═════ Supplied material
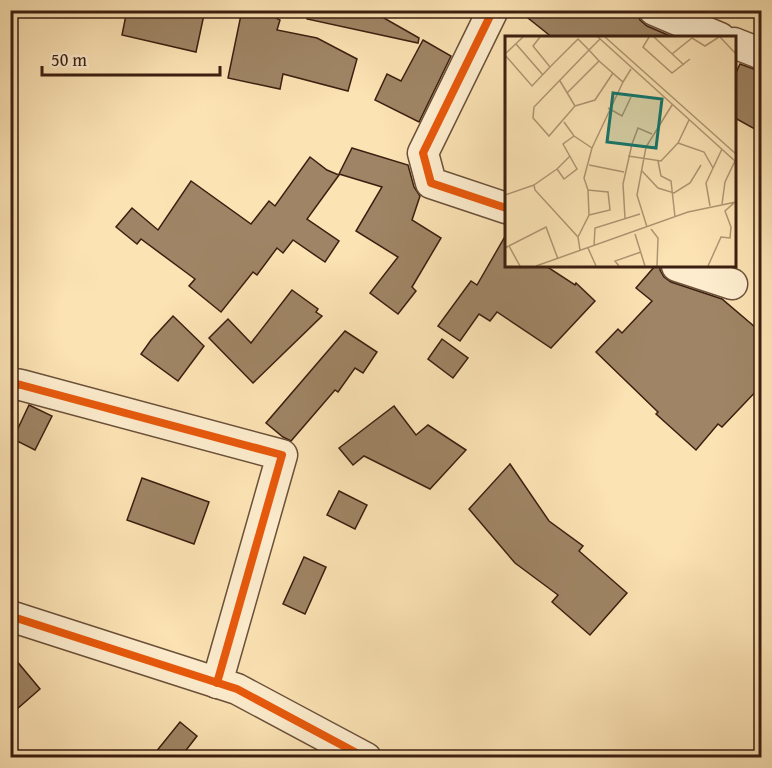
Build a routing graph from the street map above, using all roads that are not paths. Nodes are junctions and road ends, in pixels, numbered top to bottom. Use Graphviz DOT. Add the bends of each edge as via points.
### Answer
graph roads {
  1 [pos="493,10"];
  2 [pos="654,10"];
  3 [pos="715,36"];
  4 [pos="736,43"];
  5 [pos="762,54"];
  6 [pos="505,207"];
  7 [pos="679,267"];
  8 [pos="732,284"];
  9 [pos="10,383"];
  10 [pos="10,616"];
  11 [pos="217,683"];
  12 [pos="366,758"];
  1 -- 6 [label="street" via="423,153 431,183"];
  2 -- 3 [label="street"];
  4 -- 5 [label="street"];
  7 -- 8 [label="street"];
  9 -- 11 [label="street" via="282,455"];
  10 -- 11 [label="street"];
  11 -- 12 [label="street"];
}
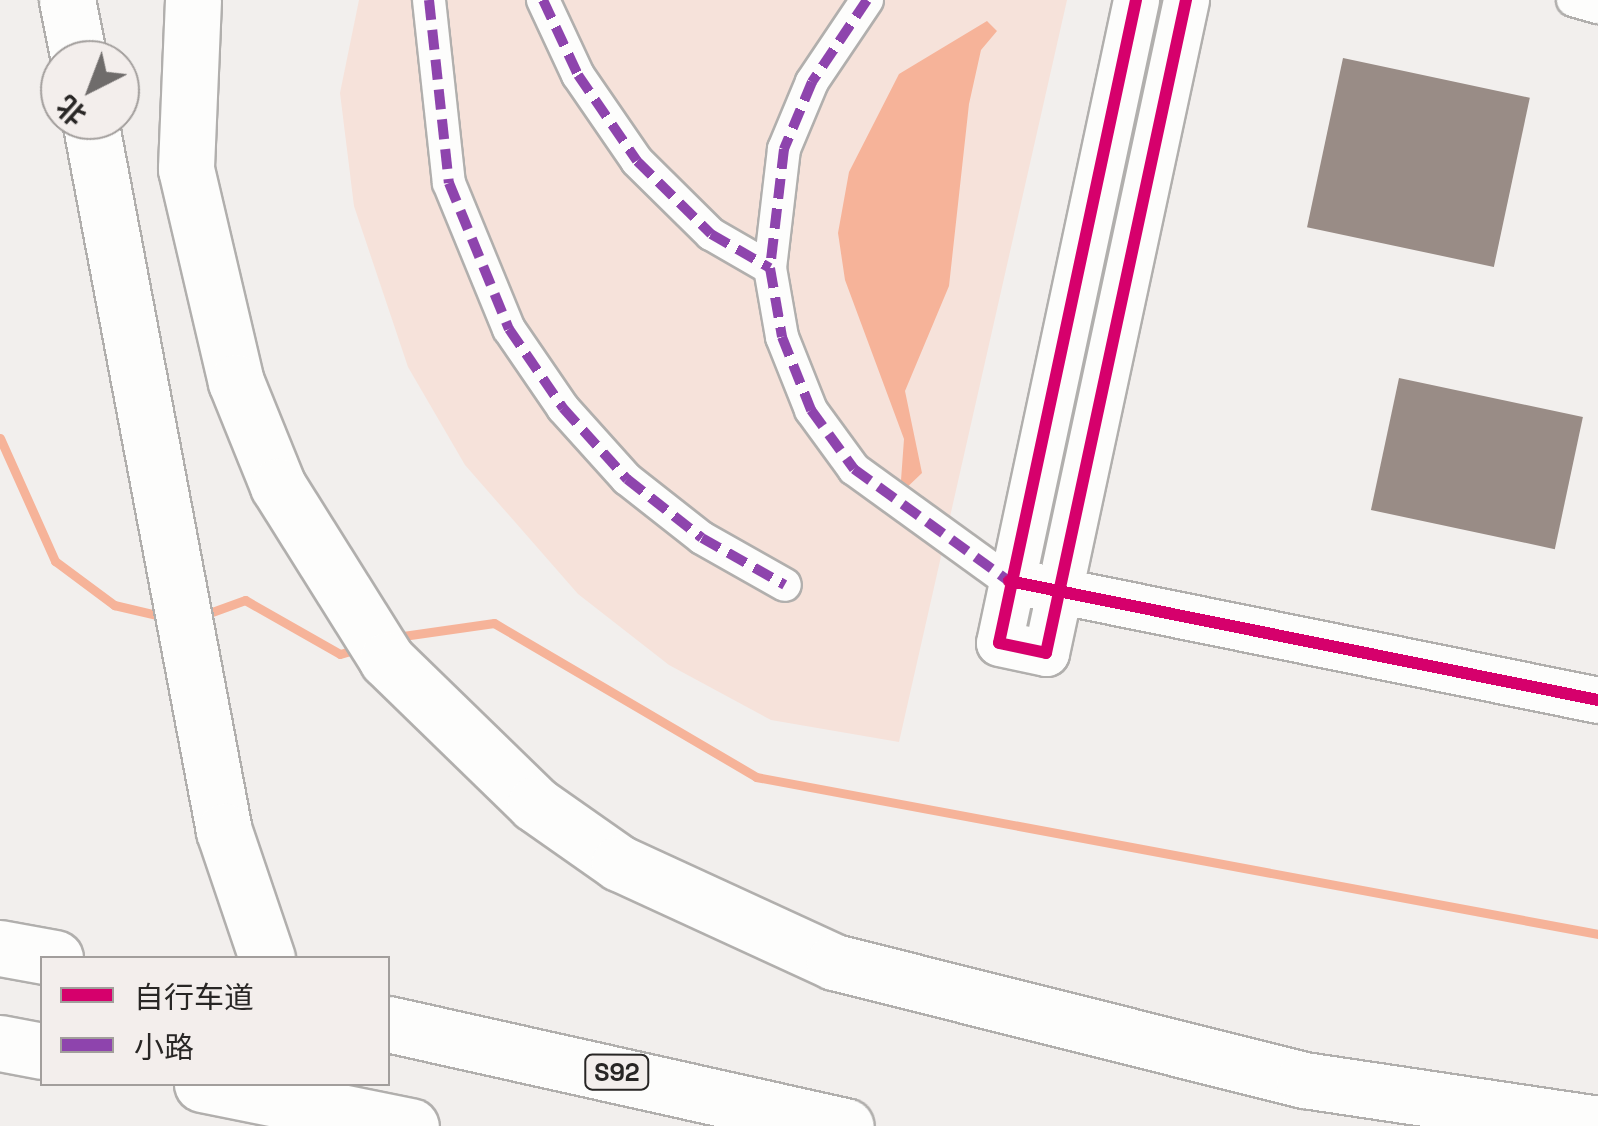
══════════
Task item
Pictures stay out; copy every entry above exactly.

Expected output
Build a routing graph from the street map above, using all roads that are not paths. Nodes are junctions and road ends, in pixels, numbered top to bottom. Use Graphviz DOT. Add the bends of each edge as via points.
### Answer
graph roads {
  1 [pos="493,10"];
  2 [pos="654,10"];
  3 [pos="715,36"];
  4 [pos="736,43"];
  5 [pos="762,54"];
  6 [pos="505,207"];
  7 [pos="679,267"];
  8 [pos="732,284"];
  9 [pos="10,383"];
  10 [pos="10,616"];
  11 [pos="217,683"];
  12 [pos="366,758"];
  1 -- 6 [label="street" via="423,153 431,183"];
  2 -- 3 [label="street"];
  4 -- 5 [label="street"];
  7 -- 8 [label="street"];
  9 -- 11 [label="street" via="282,455"];
  10 -- 11 [label="street"];
  11 -- 12 [label="street"];
}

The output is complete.